La faune urbaine, avec ses couleurs, ses humeurs et ses odeurs, en cette fin de mercredi, est à la fois intrigante, pleine de mystères renouvelés sous le premier regard, et en même temps désespérante de visages fatigués et fermés.
J'arrive rapidement chez Prakaash et m'installe dans mon fauteuil moelleux, au sein de mon sanctuaire hindou.
L'attente feutrée, la détente implacable, les voiles initiatiques, les coussins colorés puis le plafond ornementé.
- Bonjour monsieur Roths. La dernière séance a-t-elle été productive ?
Je raconte une version édulcorée de ce qui s'est passé en me concentrant sur ma classe de découverte et en évitant soigneusement mon expérience de Voix-des-Êtres au pays des kangourous et mon nouveau super-pouvoir d'esprit envahissant.
Je n'oublie pas que Prakaash est psychiatre et que l'internement est une menace plus que sérieuse qui pèse sur mes nouvelles libertés.
Légitime ou non.
J'ai beau ne plus être claustrophobe, je ne tiens pas pour autant à finir enfermé.
- Aujourd'hui, donc, en vue de votre baptême de l'air de dimanche, vous voulez vous attaquer à votre vertige, c'est bien ça ?
J'acquiesce, solennel et crispé. Dit comme ça, c'est à la fois présomptueux et inquiétant. Comme si l'effet était garanti !
Comme si c'était facile...
- Comme les fois précédentes, je vais vous demander de vous concentrer sur le plafond et ses dessins ainsi que sur ma voix. Nous allons chercher le nœud de votre peur du vide dans votre souvenir le plus ancien.

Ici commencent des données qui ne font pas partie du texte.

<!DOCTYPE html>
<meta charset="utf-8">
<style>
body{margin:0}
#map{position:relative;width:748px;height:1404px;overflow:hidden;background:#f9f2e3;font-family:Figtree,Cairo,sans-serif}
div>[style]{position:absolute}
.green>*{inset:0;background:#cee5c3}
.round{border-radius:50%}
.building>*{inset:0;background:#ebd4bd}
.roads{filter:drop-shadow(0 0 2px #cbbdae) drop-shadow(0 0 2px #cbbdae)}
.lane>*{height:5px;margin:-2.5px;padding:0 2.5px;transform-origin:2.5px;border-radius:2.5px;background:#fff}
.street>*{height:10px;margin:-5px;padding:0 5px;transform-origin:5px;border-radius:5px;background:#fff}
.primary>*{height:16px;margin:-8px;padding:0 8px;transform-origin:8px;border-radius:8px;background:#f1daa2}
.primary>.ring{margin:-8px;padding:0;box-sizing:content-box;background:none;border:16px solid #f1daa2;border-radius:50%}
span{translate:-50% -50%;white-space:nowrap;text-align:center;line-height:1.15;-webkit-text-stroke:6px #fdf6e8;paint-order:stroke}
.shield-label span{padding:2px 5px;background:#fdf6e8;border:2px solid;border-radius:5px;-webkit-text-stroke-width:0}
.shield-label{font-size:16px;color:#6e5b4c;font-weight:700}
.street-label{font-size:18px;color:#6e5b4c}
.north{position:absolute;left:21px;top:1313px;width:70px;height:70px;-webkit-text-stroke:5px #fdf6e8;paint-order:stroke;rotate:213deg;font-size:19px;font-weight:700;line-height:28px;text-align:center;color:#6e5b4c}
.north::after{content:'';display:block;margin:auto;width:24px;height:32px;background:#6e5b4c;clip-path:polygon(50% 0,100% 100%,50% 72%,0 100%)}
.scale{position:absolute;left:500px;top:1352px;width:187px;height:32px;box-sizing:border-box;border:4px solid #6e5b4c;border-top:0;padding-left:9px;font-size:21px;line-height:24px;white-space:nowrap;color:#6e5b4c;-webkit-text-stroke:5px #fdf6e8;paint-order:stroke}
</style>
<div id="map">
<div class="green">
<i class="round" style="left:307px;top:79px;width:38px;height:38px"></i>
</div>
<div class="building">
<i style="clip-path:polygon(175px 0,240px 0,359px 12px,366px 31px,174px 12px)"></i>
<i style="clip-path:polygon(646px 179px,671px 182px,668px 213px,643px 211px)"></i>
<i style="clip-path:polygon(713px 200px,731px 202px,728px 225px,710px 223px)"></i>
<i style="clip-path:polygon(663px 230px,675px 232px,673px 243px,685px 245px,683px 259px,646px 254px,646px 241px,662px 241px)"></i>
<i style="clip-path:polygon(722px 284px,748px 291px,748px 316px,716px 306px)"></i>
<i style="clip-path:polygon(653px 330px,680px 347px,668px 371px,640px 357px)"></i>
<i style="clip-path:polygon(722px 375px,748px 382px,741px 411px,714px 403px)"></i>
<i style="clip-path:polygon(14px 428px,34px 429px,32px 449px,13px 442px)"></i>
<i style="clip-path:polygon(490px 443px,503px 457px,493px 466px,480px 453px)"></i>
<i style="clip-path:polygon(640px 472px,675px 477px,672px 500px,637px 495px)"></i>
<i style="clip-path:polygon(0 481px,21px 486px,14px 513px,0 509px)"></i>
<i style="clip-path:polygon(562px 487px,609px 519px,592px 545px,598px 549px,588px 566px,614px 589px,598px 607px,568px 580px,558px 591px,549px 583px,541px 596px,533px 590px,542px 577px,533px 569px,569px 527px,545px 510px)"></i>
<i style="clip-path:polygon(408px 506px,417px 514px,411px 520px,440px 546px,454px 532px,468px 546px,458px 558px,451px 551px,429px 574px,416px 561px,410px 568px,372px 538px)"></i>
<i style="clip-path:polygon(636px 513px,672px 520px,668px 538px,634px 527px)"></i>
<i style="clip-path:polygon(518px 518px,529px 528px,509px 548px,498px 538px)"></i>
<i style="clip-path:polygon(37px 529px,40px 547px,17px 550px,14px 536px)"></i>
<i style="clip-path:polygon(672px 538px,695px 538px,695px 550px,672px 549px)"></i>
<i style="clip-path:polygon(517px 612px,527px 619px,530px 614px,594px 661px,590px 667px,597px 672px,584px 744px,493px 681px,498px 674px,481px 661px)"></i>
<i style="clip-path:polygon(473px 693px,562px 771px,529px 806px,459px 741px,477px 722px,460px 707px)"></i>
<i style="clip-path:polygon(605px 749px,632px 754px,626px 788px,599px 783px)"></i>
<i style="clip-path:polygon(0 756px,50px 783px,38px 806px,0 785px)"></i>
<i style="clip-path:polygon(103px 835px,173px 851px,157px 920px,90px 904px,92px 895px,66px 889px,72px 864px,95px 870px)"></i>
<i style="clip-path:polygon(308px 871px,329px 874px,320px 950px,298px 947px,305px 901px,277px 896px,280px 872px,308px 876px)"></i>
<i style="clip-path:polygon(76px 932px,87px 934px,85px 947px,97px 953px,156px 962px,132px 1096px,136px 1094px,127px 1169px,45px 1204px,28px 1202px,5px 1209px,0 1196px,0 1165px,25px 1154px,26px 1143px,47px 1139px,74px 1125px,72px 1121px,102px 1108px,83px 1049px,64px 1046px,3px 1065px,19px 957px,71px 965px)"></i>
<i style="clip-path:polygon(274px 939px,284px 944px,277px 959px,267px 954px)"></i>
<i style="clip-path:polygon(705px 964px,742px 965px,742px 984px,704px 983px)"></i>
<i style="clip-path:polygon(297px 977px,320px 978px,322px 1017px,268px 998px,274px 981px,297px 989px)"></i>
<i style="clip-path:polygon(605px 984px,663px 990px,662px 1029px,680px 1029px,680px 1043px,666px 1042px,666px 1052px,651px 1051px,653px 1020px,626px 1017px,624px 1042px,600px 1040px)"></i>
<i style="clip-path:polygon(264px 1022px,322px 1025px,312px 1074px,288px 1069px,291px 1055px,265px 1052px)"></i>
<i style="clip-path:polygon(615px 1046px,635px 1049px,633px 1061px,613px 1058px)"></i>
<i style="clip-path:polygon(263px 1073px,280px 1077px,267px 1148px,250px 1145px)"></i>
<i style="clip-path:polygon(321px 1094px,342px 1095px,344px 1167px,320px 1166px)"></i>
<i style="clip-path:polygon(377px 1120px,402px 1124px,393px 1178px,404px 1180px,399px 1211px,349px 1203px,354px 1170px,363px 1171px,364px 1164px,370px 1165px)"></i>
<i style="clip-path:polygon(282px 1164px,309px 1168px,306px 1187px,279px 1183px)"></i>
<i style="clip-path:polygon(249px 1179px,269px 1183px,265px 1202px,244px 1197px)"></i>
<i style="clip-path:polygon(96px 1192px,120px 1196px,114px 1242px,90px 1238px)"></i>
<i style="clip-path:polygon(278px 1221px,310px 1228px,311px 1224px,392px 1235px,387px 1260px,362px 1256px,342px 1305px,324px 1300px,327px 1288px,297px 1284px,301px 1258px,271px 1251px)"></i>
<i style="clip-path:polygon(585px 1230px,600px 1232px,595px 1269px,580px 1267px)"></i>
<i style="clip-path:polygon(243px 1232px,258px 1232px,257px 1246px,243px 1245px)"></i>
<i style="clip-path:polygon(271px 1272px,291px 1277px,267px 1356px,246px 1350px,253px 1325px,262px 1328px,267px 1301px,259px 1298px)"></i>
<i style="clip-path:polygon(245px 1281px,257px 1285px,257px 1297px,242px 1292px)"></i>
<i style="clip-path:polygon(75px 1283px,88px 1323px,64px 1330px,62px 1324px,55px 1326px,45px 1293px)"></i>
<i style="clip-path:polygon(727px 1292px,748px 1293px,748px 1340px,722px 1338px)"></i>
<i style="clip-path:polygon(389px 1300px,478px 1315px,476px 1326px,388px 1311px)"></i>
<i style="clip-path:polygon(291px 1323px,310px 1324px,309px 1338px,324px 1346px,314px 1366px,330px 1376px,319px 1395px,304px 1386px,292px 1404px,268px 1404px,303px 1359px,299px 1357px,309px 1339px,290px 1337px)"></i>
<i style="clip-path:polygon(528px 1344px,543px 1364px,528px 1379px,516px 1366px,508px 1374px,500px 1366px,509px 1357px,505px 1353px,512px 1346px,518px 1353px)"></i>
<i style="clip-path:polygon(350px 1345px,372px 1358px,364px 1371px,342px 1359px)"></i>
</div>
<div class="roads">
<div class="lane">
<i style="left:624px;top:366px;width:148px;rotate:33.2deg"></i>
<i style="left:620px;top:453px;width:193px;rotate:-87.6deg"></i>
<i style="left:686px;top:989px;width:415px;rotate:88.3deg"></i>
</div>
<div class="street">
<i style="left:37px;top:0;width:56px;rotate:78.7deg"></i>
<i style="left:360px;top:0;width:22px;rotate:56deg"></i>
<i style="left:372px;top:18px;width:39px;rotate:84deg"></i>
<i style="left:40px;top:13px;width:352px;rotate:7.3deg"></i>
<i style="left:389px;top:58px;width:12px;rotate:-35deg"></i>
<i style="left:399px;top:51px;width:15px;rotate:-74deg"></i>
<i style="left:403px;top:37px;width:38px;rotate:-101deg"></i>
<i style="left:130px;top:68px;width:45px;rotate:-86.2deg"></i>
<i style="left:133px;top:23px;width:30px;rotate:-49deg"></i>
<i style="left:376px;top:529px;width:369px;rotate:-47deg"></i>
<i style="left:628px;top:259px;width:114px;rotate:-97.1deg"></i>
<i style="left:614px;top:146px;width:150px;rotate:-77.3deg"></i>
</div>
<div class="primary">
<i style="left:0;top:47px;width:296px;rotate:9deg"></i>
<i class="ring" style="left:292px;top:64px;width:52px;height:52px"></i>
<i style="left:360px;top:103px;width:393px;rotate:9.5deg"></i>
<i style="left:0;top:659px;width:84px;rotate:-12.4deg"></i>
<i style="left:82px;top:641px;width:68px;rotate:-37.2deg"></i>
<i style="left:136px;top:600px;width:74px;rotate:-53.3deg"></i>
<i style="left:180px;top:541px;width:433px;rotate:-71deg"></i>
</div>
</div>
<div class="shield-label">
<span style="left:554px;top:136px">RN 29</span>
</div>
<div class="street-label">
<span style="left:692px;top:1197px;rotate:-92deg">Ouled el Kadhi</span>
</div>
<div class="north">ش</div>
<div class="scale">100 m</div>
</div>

Ernst en moi se cabre un peu pour résister à cette concurrence hypnotique de son homologue, mais je suis aux commandes et bien trop certain de pouvoir me fier à Prakaash pour remonter le fil de mes phobies : je me contrains donc à la confiance et à la concentration.
- Je devais avoir pas loin de dix ans et c'était la deuxième fois que je me faisais attaquer par un chien. J'avais déjà une peur panique de ces bêtes et un molosse m'a pris en chasse quand j'ai fui en hurlant. Il était furieux, excité par mes cris et ma fuite. Terrifié, j'ai réussi à trouver refuge dans un arbre de la rue où j'habitais et j'ai grimpé aussi haut que possible.
À l'évocation de ce double cauchemar épouvantable, je marque un temps d'arrêt. Les courbes entrecroisées au plafond figurent devant mes yeux le lacis des branches et des feuilles, mais certaines lignes brisées surgissent comme des crocs pour me déchirer. Je me force à poursuivre après avoir dégluti.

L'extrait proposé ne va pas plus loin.